▸ Task item: The entries are to be given back verbatim; no picture is to be copied.

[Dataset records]
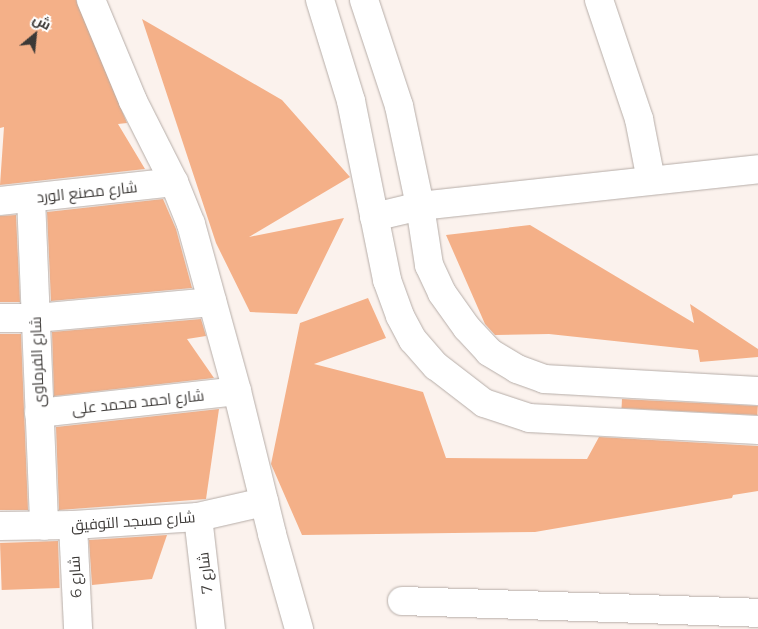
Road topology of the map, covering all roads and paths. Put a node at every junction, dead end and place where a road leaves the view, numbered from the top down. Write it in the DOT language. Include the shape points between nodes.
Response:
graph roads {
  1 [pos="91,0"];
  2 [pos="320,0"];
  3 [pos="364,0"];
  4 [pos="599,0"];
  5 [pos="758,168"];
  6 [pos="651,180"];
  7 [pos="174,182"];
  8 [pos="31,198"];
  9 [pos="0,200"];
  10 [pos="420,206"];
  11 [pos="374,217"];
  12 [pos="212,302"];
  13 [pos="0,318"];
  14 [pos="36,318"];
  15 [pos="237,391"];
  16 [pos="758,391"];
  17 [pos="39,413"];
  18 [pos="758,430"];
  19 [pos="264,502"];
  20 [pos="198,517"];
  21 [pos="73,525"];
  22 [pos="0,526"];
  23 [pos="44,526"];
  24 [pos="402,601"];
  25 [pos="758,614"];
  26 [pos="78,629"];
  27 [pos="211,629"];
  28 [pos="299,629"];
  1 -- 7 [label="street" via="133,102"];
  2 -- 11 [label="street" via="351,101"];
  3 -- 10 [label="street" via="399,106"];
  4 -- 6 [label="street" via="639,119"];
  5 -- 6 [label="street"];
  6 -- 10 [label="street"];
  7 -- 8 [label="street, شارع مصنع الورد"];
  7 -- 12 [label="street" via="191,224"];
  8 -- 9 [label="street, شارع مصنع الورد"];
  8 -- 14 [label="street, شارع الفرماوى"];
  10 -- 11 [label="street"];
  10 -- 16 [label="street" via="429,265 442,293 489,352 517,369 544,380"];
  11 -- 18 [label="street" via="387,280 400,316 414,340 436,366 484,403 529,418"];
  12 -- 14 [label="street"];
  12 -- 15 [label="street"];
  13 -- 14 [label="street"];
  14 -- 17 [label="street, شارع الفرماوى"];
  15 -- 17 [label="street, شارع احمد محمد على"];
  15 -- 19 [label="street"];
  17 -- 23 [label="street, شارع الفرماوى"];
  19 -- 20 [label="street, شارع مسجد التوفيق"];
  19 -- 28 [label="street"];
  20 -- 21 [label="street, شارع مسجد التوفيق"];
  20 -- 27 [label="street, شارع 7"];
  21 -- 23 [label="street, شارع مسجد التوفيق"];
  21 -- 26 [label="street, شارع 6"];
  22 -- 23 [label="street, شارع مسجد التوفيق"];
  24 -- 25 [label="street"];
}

▸ Response:
Road topology of the map, covering all roads and paths. Put a node at every junction, dead end and place where a road leaves the view, numbered from the top down. Write it in the DOT language. Include the shape points between nodes.
Response:
graph roads {
  1 [pos="91,0"];
  2 [pos="320,0"];
  3 [pos="364,0"];
  4 [pos="599,0"];
  5 [pos="758,168"];
  6 [pos="651,180"];
  7 [pos="174,182"];
  8 [pos="31,198"];
  9 [pos="0,200"];
  10 [pos="420,206"];
  11 [pos="374,217"];
  12 [pos="212,302"];
  13 [pos="0,318"];
  14 [pos="36,318"];
  15 [pos="237,391"];
  16 [pos="758,391"];
  17 [pos="39,413"];
  18 [pos="758,430"];
  19 [pos="264,502"];
  20 [pos="198,517"];
  21 [pos="73,525"];
  22 [pos="0,526"];
  23 [pos="44,526"];
  24 [pos="402,601"];
  25 [pos="758,614"];
  26 [pos="78,629"];
  27 [pos="211,629"];
  28 [pos="299,629"];
  1 -- 7 [label="street" via="133,102"];
  2 -- 11 [label="street" via="351,101"];
  3 -- 10 [label="street" via="399,106"];
  4 -- 6 [label="street" via="639,119"];
  5 -- 6 [label="street"];
  6 -- 10 [label="street"];
  7 -- 8 [label="street, شارع مصنع الورد"];
  7 -- 12 [label="street" via="191,224"];
  8 -- 9 [label="street, شارع مصنع الورد"];
  8 -- 14 [label="street, شارع الفرماوى"];
  10 -- 11 [label="street"];
  10 -- 16 [label="street" via="429,265 442,293 489,352 517,369 544,380"];
  11 -- 18 [label="street" via="387,280 400,316 414,340 436,366 484,403 529,418"];
  12 -- 14 [label="street"];
  12 -- 15 [label="street"];
  13 -- 14 [label="street"];
  14 -- 17 [label="street, شارع الفرماوى"];
  15 -- 17 [label="street, شارع احمد محمد على"];
  15 -- 19 [label="street"];
  17 -- 23 [label="street, شارع الفرماوى"];
  19 -- 20 [label="street, شارع مسجد التوفيق"];
  19 -- 28 [label="street"];
  20 -- 21 [label="street, شارع مسجد التوفيق"];
  20 -- 27 [label="street, شارع 7"];
  21 -- 23 [label="street, شارع مسجد التوفيق"];
  21 -- 26 [label="street, شارع 6"];
  22 -- 23 [label="street, شارع مسجد التوفيق"];
  24 -- 25 [label="street"];
}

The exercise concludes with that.